**Problem statement:** Your task is to repeat all of the data exactly while excluding the pictures.

**Dataset entries:**

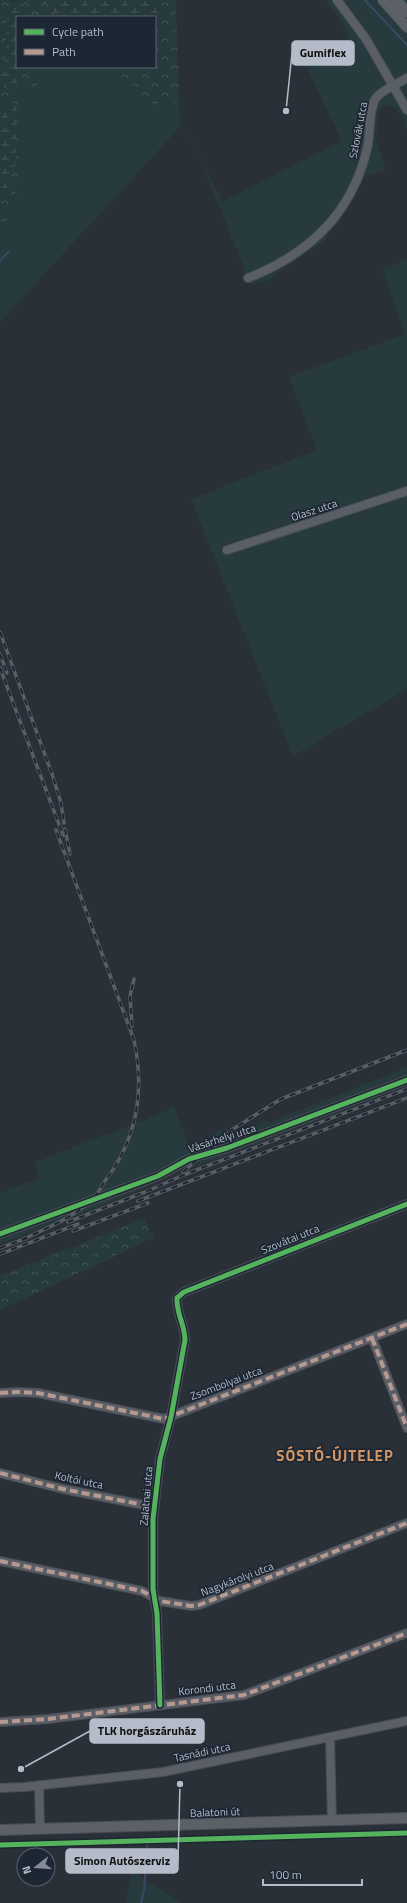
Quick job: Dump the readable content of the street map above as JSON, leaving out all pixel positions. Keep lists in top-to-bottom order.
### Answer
{
  "streets": {
    "main road": ["Balatoni út"],
    "street": [
      "Szlovák utca",
      "Olasz utca",
      "Vásárhelyi utca",
      "Szovátai utca",
      "Zsombolyai utca",
      "Koltói utca",
      "Zalatnai utca",
      "Nagykárolyi utca",
      "Korondi utca",
      "Tasnádi utca"
    ]
  },
  "crossings": [
    ["Szovátai utca", "Zalatnai utca"],
    ["Zsombolyai utca", "Zalatnai utca"],
    ["Koltói utca", "Zalatnai utca"],
    ["Zalatnai utca", "Nagykárolyi utca"],
    ["Zalatnai utca", "Korondi utca"]
  ],
  "districts": ["SÓSTÓ-ÚJTELEP"],
  "places": ["Gumiflex", "TLK horgászáruház", "Simon Autószerviz"],
  "legend": ["Cycle path", "Path"],
  "scale_bar": "100 m",
  "north": "left"
}
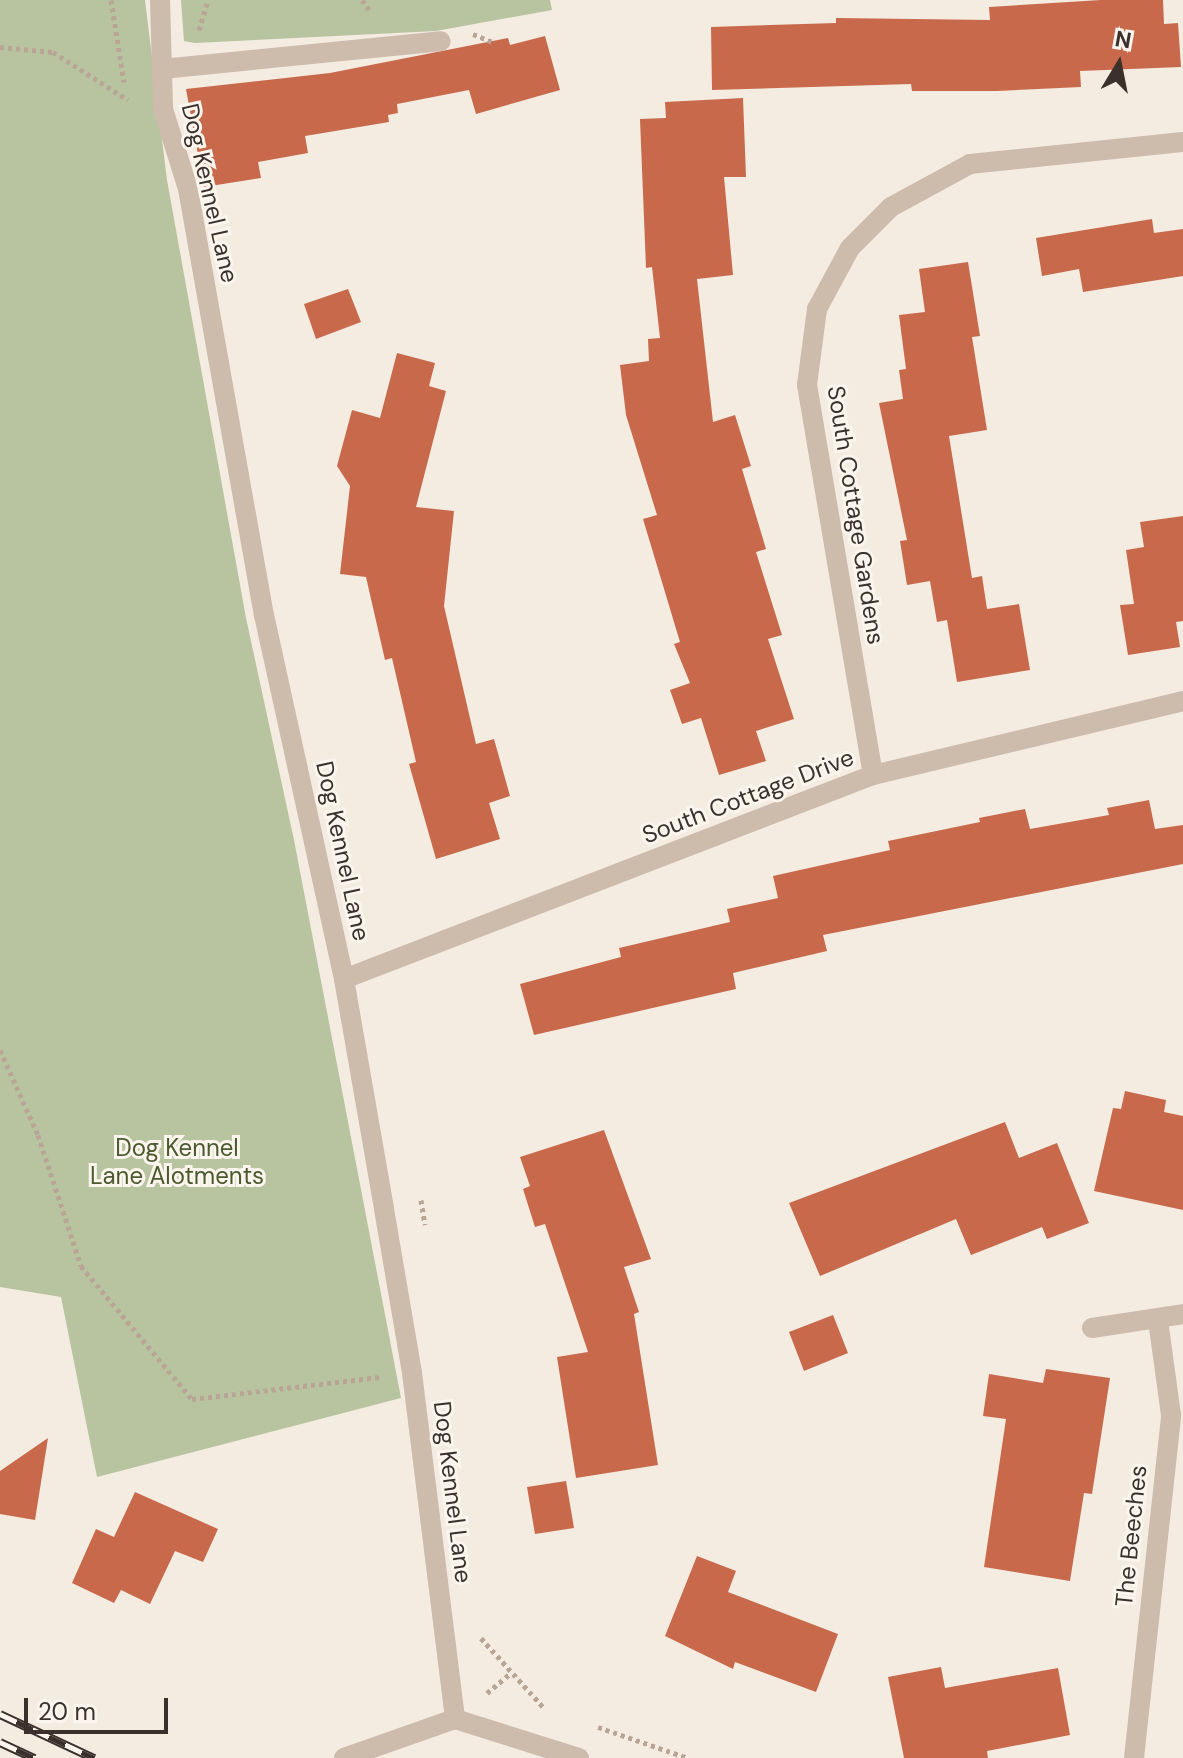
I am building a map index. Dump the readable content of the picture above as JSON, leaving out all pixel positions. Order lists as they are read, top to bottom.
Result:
{
  "streets": {
    "street": [
      "Dog Kennel Lane",
      "South Cottage Gardens",
      "South Cottage Drive",
      "The Beeches"
    ]
  },
  "crossings": [
    ["Dog Kennel Lane", "South Cottage Drive"],
    ["South Cottage Gardens", "South Cottage Drive"]
  ],
  "parks": ["Dog Kennel Lane Alotments"],
  "scale_bar": "20 m",
  "north": "top"
}
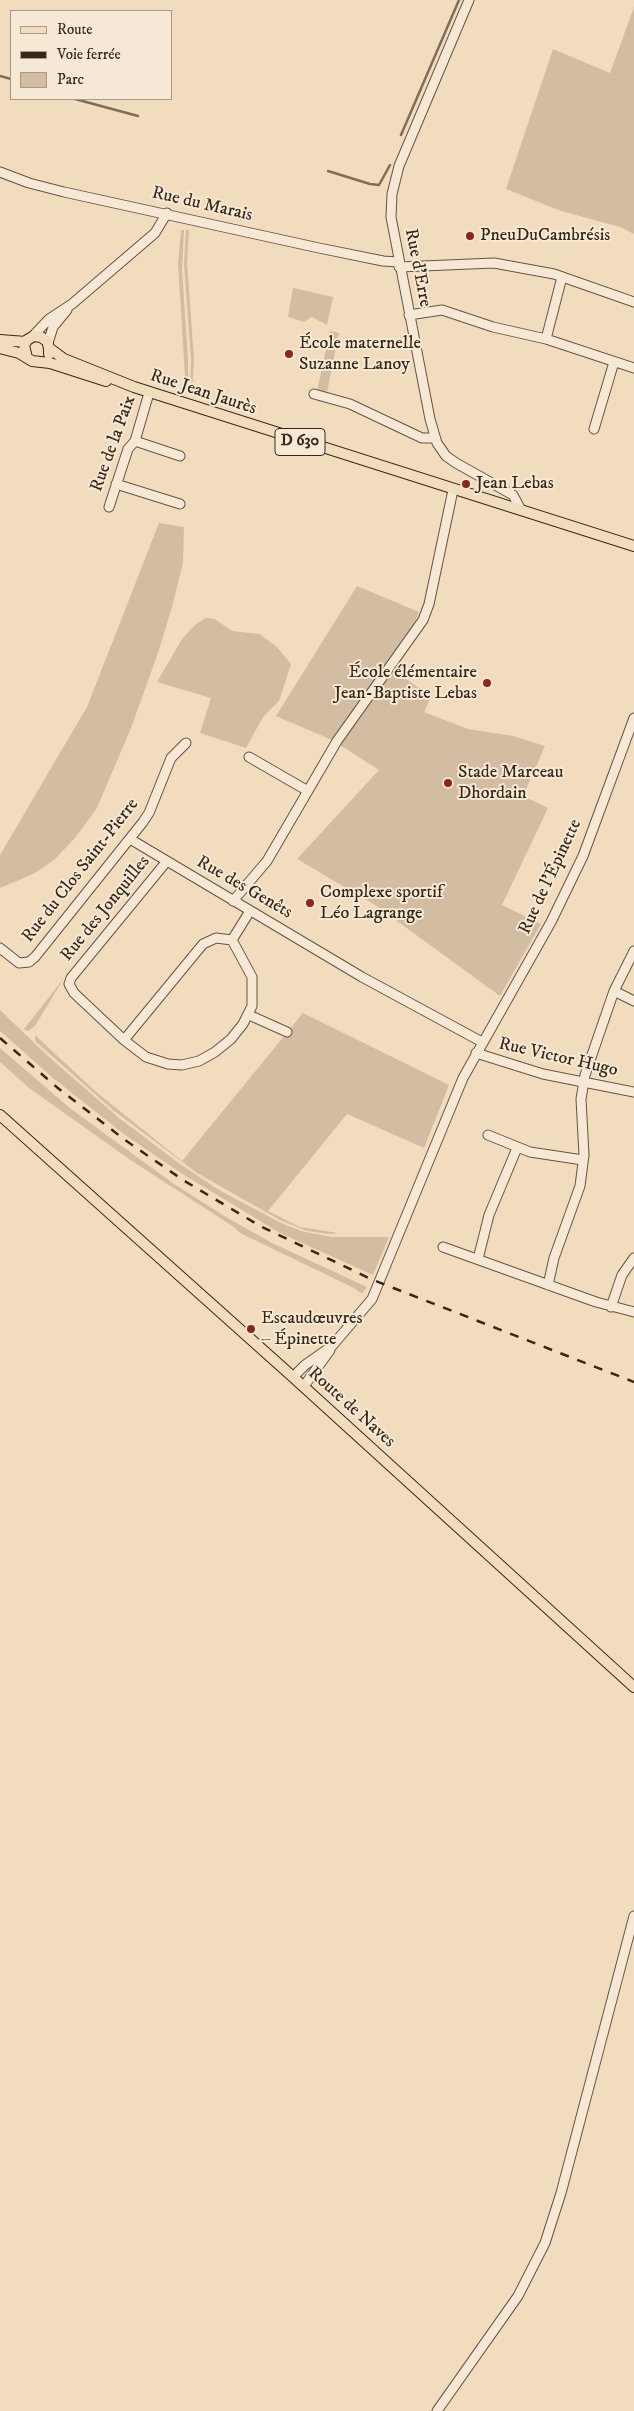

**Task output:**
Quick job: Dump the readable content of the street map above as JSON, leaving out all pixel positions. Keep lists in top-to-bottom order.
### Answer
{
  "streets": {
    "main road": ["Balatoni út"],
    "street": [
      "Szlovák utca",
      "Olasz utca",
      "Vásárhelyi utca",
      "Szovátai utca",
      "Zsombolyai utca",
      "Koltói utca",
      "Zalatnai utca",
      "Nagykárolyi utca",
      "Korondi utca",
      "Tasnádi utca"
    ]
  },
  "crossings": [
    ["Szovátai utca", "Zalatnai utca"],
    ["Zsombolyai utca", "Zalatnai utca"],
    ["Koltói utca", "Zalatnai utca"],
    ["Zalatnai utca", "Nagykárolyi utca"],
    ["Zalatnai utca", "Korondi utca"]
  ],
  "districts": ["SÓSTÓ-ÚJTELEP"],
  "places": ["Gumiflex", "TLK horgászáruház", "Simon Autószerviz"],
  "legend": ["Cycle path", "Path"],
  "scale_bar": "100 m",
  "north": "left"
}
I am building a map index. Dump the readable content of the picture above as JSON, leaving out all pixel positions. Order lists as they are read, top to bottom.
Result:
{
  "streets": {
    "street": [
      "Dog Kennel Lane",
      "South Cottage Gardens",
      "South Cottage Drive",
      "The Beeches"
    ]
  },
  "crossings": [
    ["Dog Kennel Lane", "South Cottage Drive"],
    ["South Cottage Gardens", "South Cottage Drive"]
  ],
  "parks": ["Dog Kennel Lane Alotments"],
  "scale_bar": "20 m",
  "north": "top"
}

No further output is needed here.